Copy each line of the data below in which the word "list" can be found.

** Input data follows **

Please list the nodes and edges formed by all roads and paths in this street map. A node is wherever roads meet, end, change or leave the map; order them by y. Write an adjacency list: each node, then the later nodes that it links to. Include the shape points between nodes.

** End of Input data **
** Input data follows **

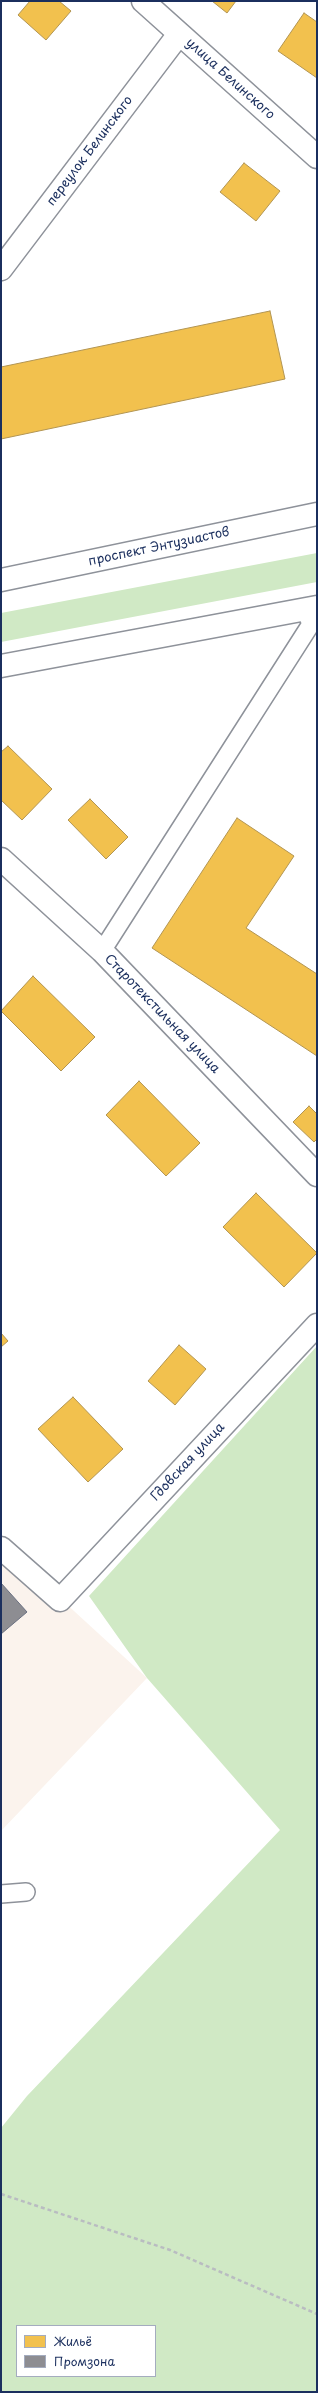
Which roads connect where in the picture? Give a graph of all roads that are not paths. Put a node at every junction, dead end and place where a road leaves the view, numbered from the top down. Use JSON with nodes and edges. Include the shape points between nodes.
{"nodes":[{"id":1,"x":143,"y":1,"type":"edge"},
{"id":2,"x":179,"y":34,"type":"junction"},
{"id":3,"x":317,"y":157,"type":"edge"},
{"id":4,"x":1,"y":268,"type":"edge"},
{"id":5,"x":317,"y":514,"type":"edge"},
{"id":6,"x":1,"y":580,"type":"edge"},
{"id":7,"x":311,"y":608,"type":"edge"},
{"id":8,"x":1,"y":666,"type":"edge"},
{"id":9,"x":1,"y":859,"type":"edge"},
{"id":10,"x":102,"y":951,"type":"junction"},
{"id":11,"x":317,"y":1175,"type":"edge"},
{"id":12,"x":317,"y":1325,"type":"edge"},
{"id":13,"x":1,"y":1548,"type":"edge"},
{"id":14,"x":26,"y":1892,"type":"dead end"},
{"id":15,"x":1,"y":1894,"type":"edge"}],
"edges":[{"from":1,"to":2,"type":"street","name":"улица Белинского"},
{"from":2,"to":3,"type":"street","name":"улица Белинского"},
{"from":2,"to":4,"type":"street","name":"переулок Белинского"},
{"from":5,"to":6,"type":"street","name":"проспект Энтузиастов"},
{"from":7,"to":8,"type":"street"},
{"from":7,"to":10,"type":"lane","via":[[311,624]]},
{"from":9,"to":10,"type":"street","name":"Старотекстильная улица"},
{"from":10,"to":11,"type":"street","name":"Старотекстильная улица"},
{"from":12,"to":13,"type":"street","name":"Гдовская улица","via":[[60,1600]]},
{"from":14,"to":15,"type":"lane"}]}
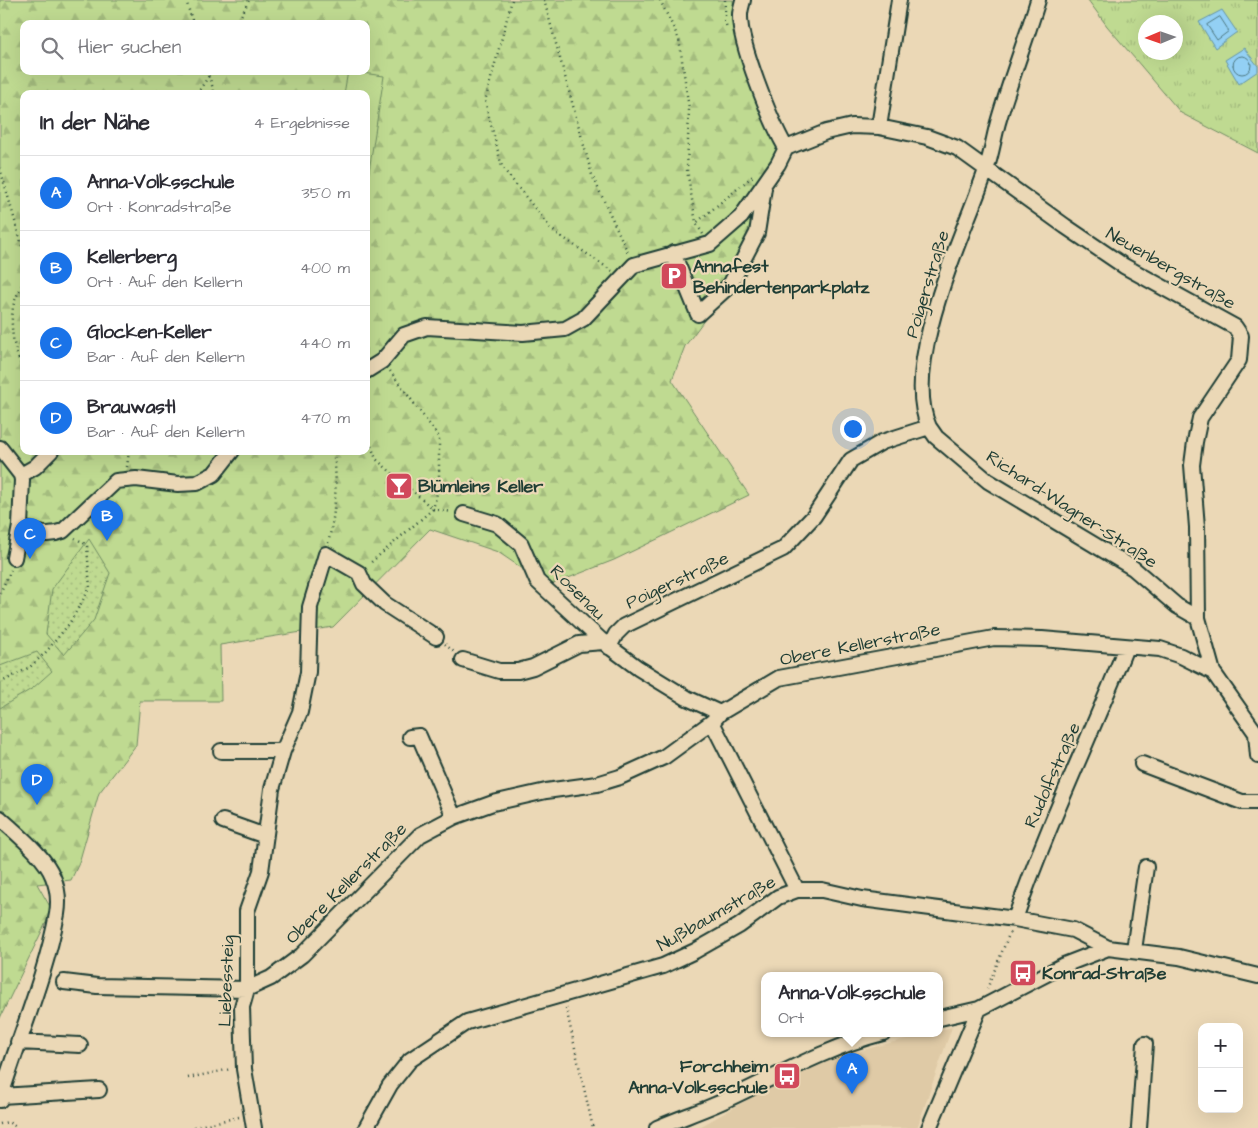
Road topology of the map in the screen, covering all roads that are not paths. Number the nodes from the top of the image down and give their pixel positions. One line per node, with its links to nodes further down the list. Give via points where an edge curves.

** End of Input data **

Response:
Please list the nodes and edges formed by all roads and paths in this street map. A node is wherever roads meet, end, change or leave the map; order them by y. Write an adjacency list: each node, then the later nodes that it links to. Include the shape points between nodes.
Road topology of the map in the screen, covering all roads that are not paths. Number the nodes from the top of the image down and give their pixel positions. One line per node, with its links to nodes further down the list. Give via points where an edge curves.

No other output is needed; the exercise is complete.